Segment Start: INPUT
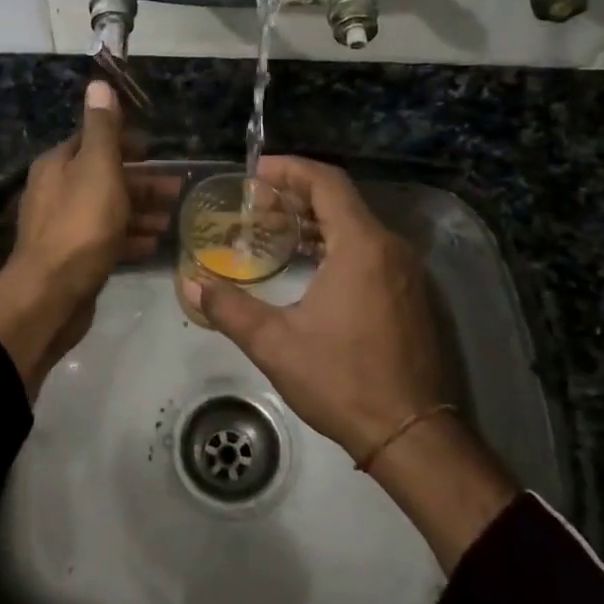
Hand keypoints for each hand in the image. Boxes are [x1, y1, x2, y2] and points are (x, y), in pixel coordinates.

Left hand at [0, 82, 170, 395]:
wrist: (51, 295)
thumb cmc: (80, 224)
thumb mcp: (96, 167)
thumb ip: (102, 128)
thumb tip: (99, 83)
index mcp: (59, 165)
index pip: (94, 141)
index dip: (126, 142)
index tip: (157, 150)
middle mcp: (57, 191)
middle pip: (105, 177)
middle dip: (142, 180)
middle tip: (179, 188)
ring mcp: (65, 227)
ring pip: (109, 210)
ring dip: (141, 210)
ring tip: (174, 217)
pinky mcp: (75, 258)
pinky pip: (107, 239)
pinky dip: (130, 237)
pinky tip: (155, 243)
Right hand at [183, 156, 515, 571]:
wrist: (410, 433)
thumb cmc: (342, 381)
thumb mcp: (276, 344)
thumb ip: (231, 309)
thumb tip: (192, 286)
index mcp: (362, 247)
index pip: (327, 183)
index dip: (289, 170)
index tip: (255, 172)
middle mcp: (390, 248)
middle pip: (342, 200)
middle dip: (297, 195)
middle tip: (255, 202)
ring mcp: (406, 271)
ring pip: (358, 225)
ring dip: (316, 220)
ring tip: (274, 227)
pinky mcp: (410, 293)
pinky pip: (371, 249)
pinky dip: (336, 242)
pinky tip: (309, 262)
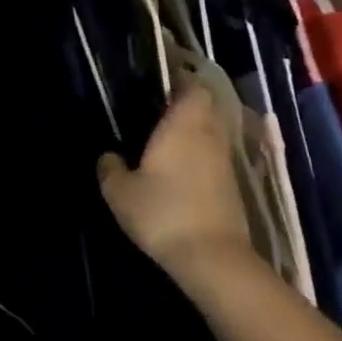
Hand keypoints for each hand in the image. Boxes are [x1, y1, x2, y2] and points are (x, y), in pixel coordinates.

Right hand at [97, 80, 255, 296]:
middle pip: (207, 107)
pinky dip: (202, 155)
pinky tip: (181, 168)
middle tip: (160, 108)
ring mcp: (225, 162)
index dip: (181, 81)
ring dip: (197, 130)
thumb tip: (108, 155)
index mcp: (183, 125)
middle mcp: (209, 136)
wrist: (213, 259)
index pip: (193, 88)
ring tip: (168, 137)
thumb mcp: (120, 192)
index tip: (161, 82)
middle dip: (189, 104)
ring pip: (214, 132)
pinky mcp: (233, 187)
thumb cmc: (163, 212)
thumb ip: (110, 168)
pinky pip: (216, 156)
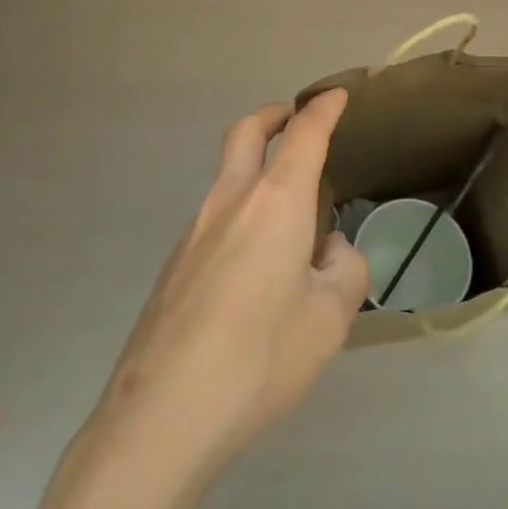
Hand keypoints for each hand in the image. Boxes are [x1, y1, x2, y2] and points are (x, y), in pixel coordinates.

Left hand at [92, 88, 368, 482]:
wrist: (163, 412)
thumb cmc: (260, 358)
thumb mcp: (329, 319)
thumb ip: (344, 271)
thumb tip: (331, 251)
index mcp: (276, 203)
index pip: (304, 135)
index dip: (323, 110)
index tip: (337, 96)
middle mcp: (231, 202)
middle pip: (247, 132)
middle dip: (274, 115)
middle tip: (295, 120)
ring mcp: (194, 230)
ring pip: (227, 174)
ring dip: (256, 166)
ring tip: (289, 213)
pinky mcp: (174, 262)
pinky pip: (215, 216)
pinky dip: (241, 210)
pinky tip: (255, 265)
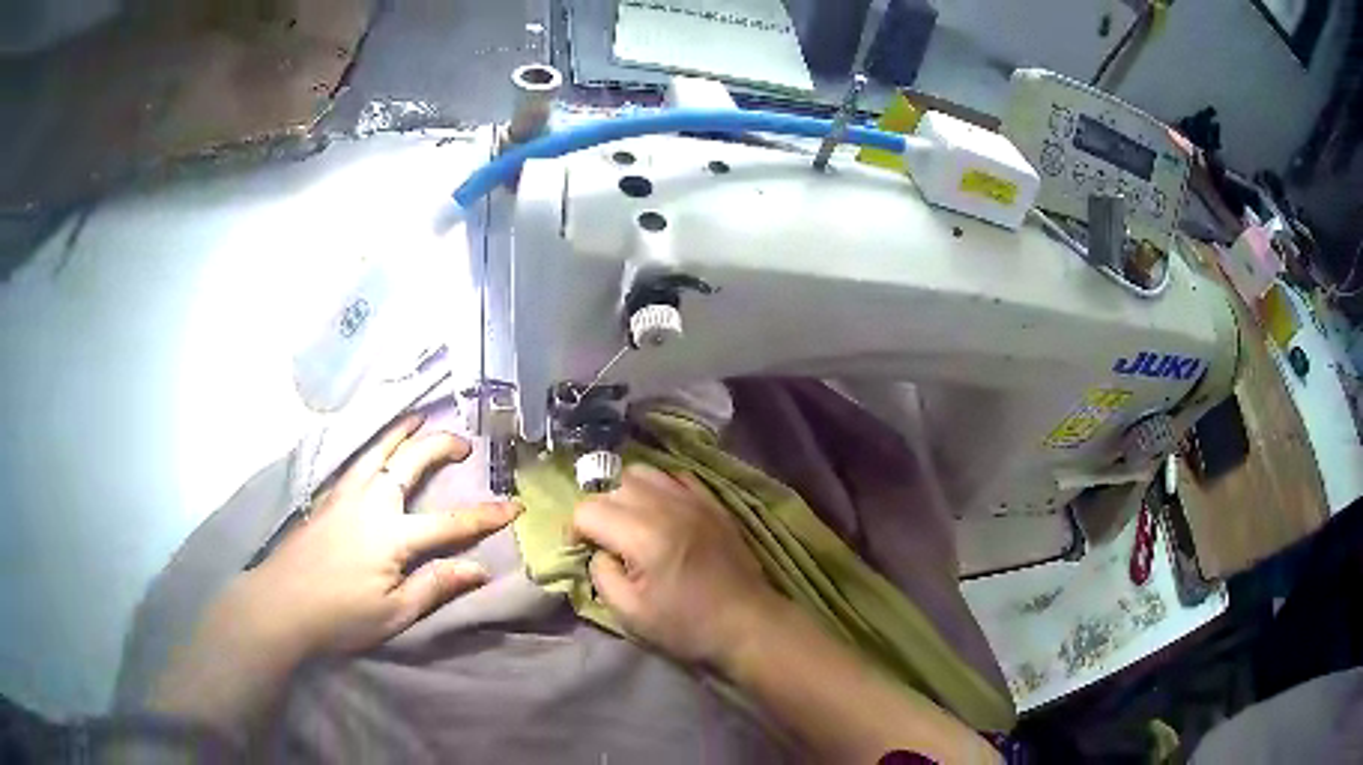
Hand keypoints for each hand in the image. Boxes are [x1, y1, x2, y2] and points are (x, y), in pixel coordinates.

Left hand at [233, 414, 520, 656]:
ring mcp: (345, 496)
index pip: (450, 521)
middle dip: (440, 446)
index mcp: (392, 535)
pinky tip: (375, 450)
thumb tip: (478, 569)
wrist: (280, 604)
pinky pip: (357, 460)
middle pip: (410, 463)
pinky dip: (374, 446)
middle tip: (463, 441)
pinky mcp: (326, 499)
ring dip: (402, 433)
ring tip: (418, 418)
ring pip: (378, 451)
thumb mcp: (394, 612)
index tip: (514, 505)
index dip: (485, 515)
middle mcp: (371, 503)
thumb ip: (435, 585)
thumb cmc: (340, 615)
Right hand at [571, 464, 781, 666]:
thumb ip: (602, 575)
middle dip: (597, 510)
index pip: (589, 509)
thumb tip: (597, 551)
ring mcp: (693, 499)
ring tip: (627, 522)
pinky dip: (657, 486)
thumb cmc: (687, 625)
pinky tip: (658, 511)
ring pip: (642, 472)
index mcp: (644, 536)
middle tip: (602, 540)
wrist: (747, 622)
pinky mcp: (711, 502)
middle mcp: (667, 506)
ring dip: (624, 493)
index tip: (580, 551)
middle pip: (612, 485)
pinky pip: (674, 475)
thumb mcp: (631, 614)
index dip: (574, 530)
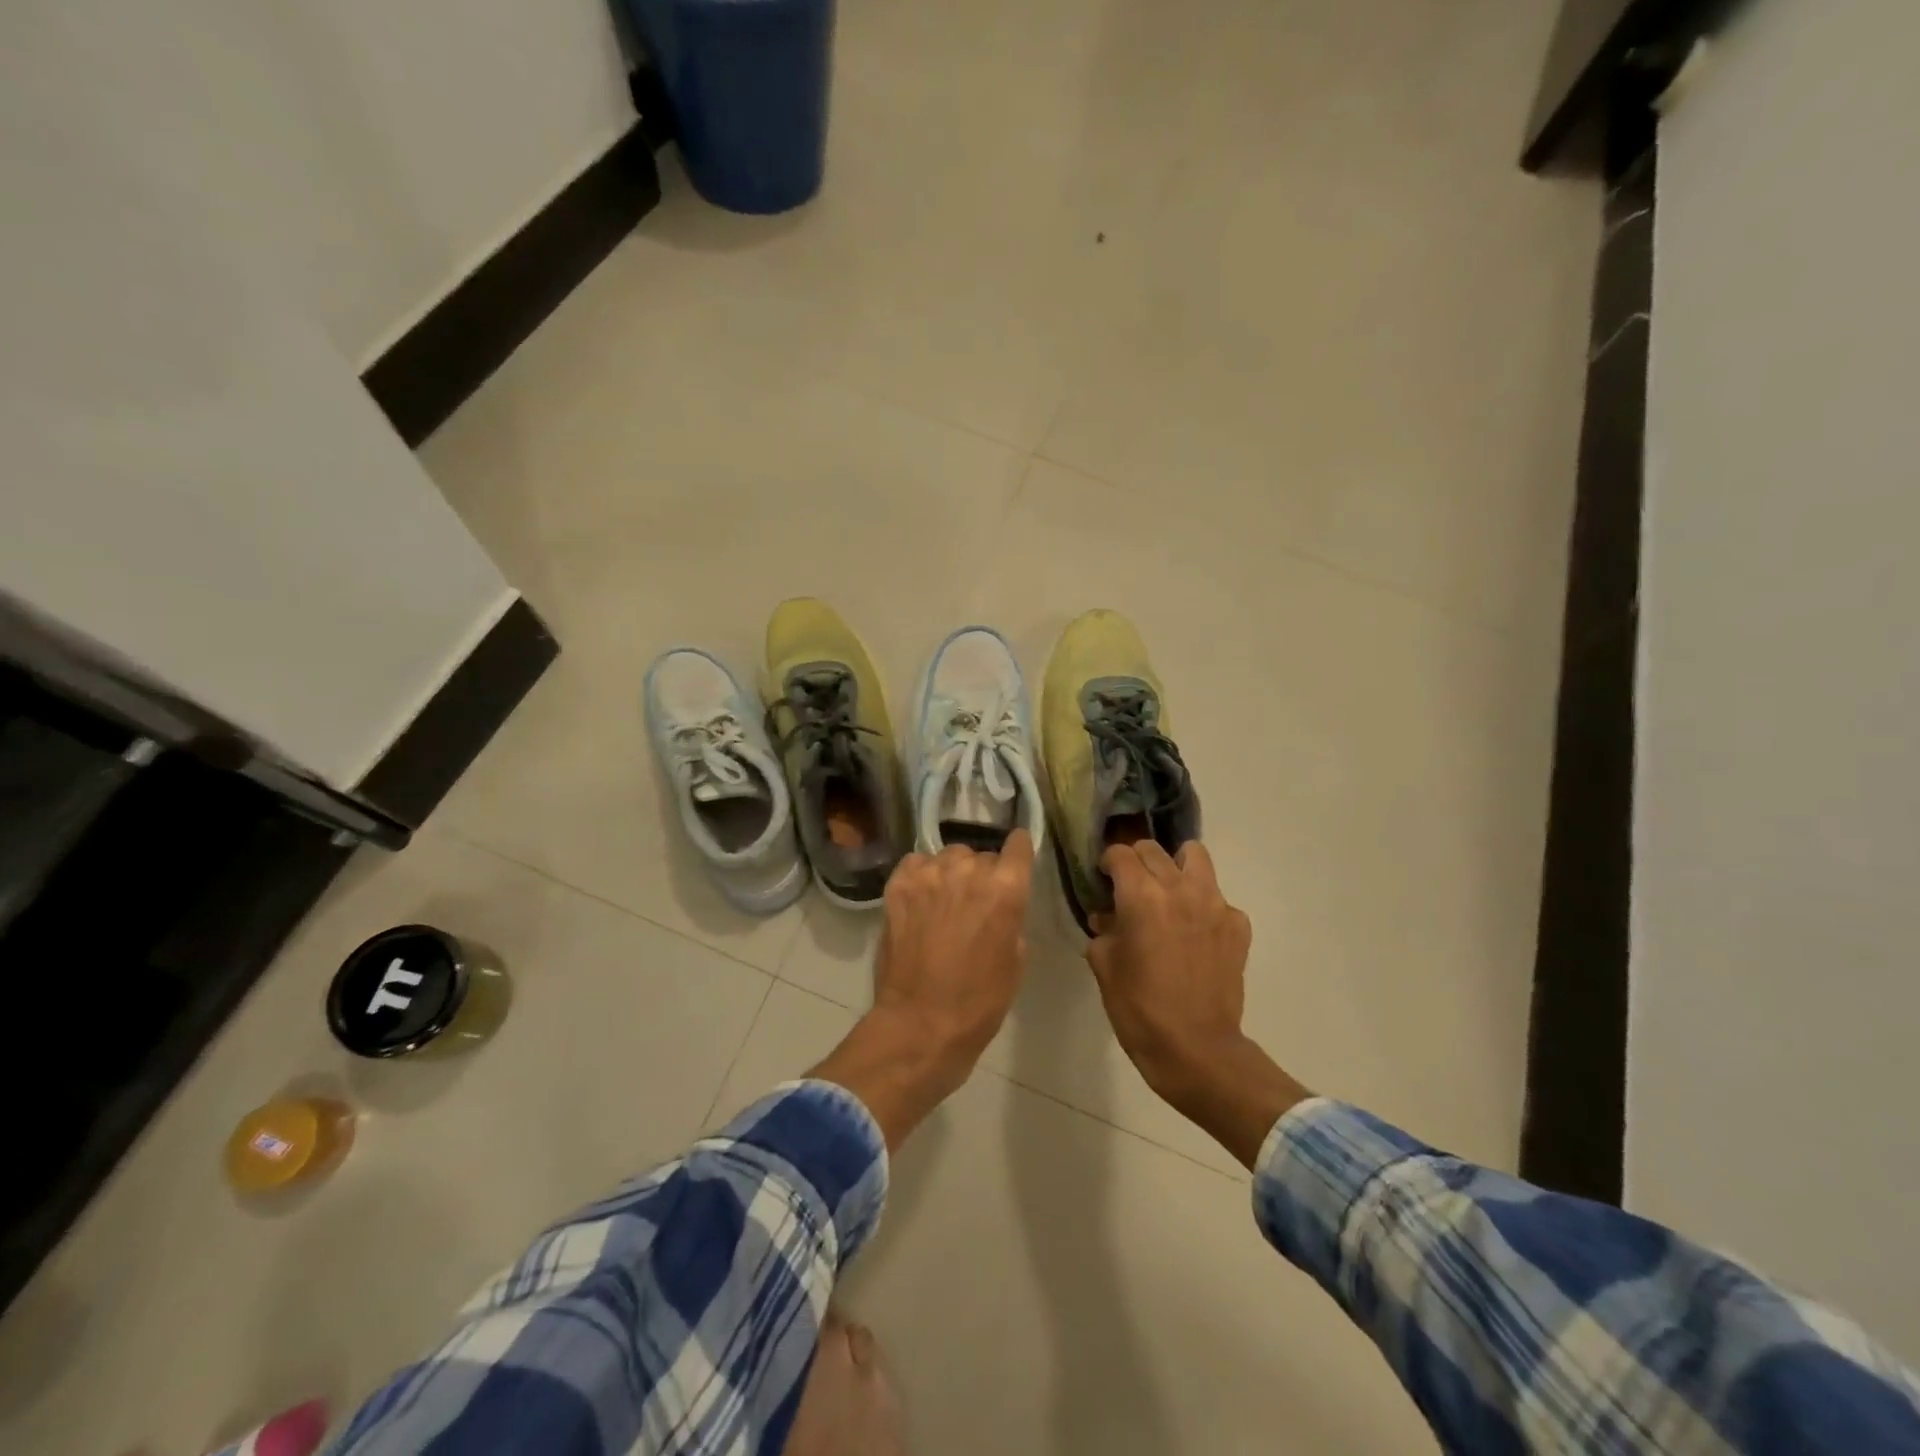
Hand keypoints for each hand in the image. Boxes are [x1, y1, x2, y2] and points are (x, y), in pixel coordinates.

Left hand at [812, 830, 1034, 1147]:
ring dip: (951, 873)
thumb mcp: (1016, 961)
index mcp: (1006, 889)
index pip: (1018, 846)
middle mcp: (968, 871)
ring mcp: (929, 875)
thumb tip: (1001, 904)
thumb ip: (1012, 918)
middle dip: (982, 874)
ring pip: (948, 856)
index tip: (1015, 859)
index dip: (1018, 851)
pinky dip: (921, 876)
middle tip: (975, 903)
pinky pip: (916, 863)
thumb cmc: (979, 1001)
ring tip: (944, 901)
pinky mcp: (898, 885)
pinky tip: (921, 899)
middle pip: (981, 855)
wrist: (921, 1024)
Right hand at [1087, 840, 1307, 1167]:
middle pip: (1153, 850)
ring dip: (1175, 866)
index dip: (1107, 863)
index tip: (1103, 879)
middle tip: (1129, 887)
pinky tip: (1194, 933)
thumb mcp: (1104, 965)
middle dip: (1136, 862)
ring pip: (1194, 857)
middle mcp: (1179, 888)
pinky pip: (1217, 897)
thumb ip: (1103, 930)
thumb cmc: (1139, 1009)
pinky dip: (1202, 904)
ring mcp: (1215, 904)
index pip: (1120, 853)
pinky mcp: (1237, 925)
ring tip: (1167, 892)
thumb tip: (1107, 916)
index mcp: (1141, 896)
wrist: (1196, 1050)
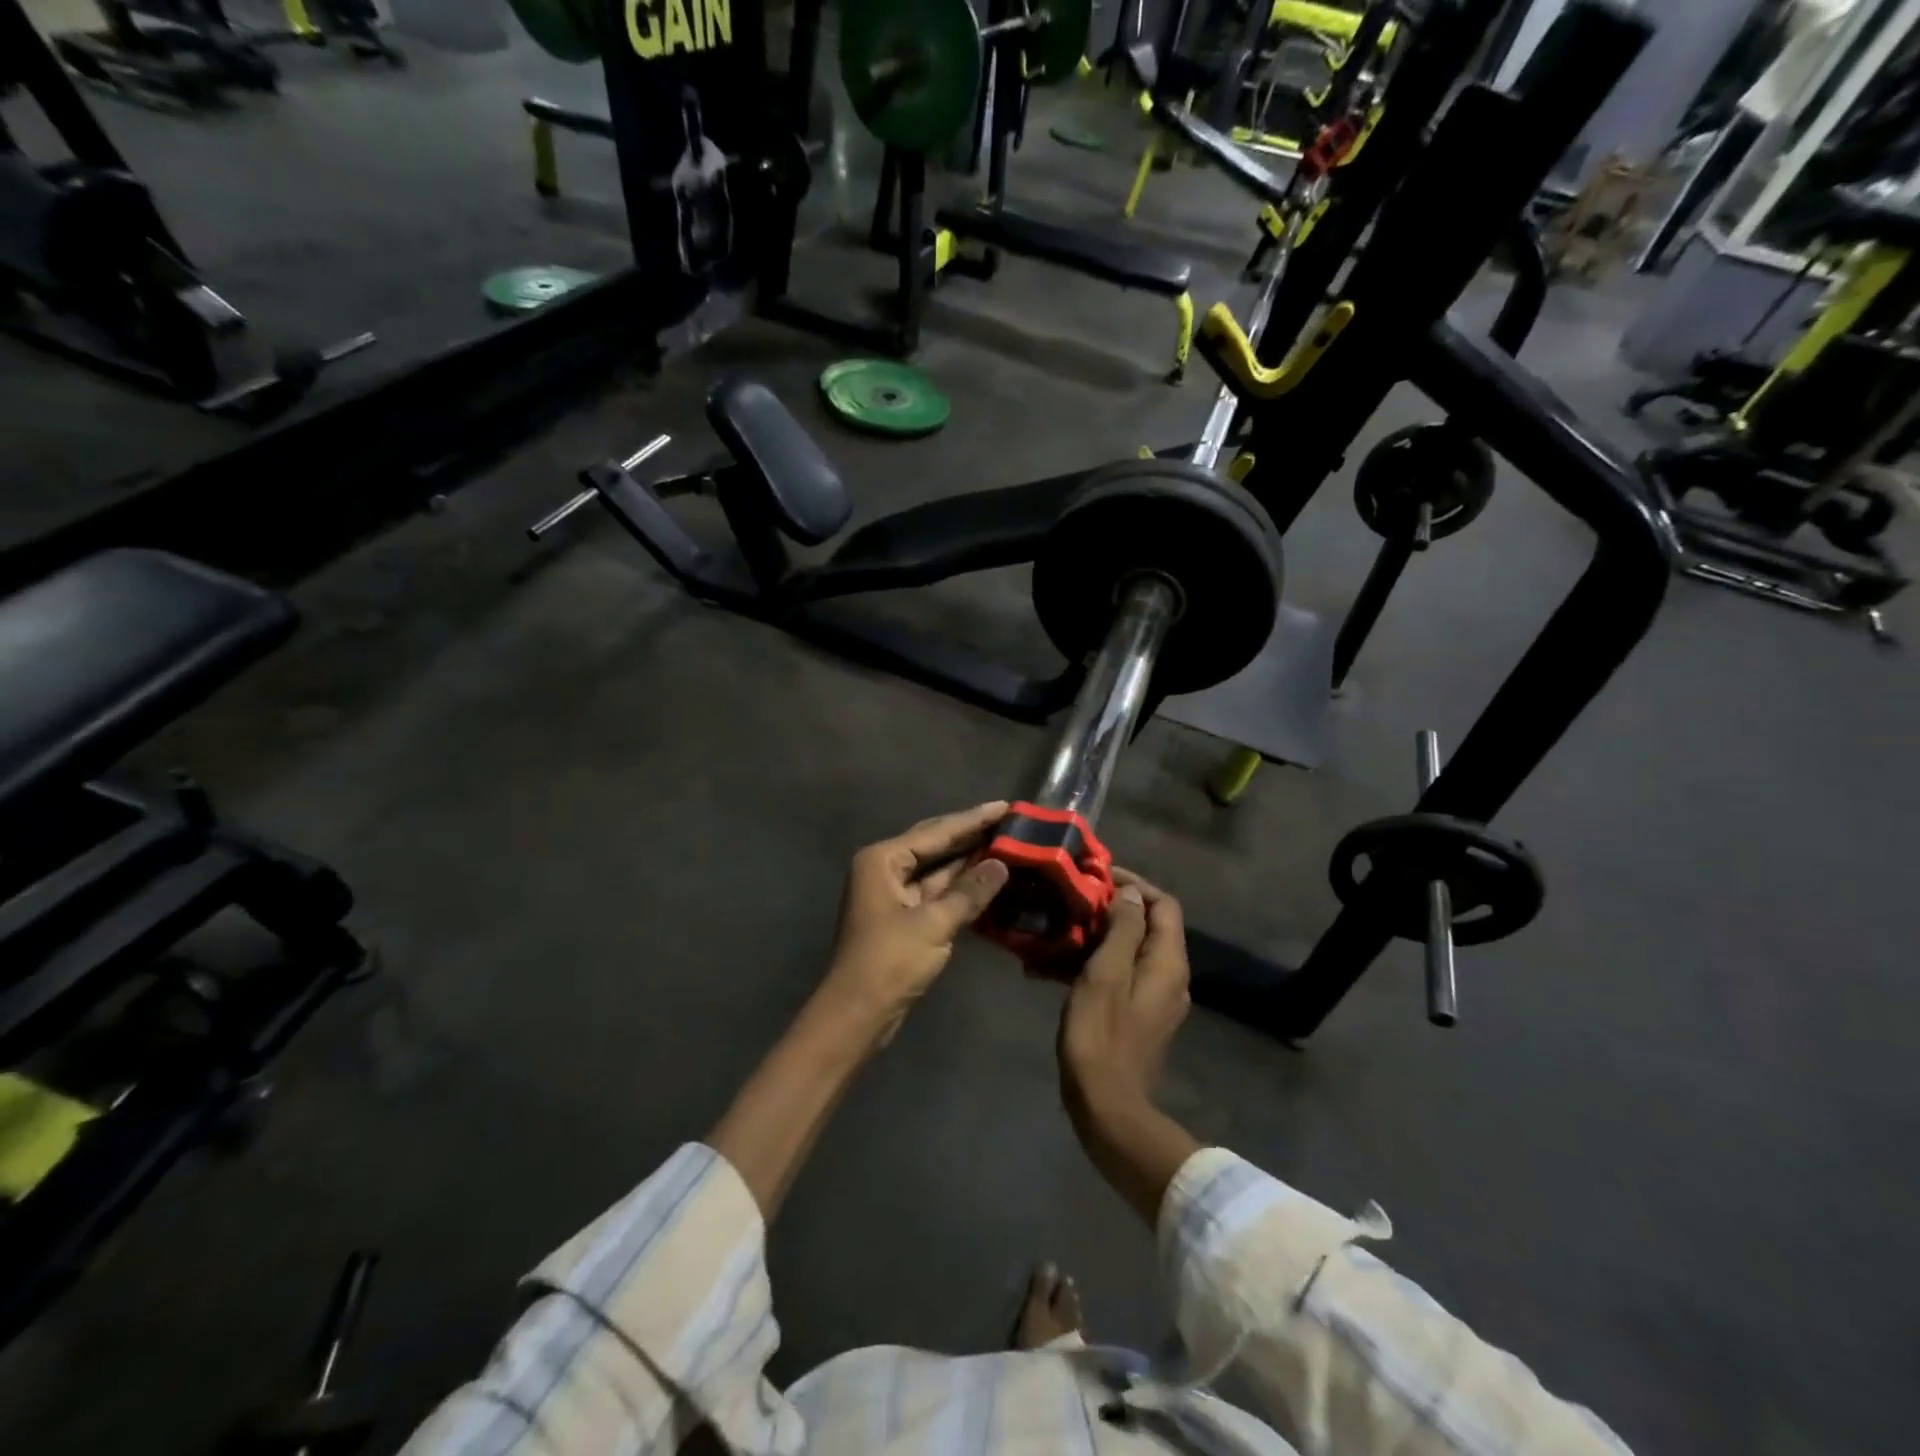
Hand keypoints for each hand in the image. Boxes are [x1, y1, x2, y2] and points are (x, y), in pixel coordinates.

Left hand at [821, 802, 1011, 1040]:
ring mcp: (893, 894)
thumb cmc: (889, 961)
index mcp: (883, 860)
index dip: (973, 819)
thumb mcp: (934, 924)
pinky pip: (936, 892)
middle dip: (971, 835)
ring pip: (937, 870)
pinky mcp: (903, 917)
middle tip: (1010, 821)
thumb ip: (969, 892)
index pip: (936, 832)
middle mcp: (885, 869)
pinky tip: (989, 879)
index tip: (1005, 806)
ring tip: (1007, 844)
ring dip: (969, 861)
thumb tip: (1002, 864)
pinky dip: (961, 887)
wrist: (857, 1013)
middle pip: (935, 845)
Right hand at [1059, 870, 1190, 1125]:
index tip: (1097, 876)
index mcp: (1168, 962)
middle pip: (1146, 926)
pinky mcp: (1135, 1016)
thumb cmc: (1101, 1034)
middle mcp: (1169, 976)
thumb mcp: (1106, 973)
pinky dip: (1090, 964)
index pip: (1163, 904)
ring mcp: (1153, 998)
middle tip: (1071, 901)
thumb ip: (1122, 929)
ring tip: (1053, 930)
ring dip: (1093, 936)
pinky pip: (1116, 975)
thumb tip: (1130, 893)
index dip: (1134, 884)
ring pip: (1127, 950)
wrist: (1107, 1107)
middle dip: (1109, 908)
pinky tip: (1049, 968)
Segment End: INPUT
Quote only the lines from the one containing "pinky dip: (1090, 964)" through the final line of the records, with both ends included.

pinky dip: (1090, 964)
index pip: (1163, 904)
ring mcp: (1153, 998)
middle tip: (1071, 901)
thumb ip: (1122, 929)
ring tip: (1053, 930)
ring dip: (1093, 936)
pinky pip: (1116, 975)
thumb tip: (1130, 893)
index dip: (1134, 884)
ring pip: (1127, 950)
wrist: (1107, 1107)
middle dip: (1109, 908)
pinky tip: (1049, 968)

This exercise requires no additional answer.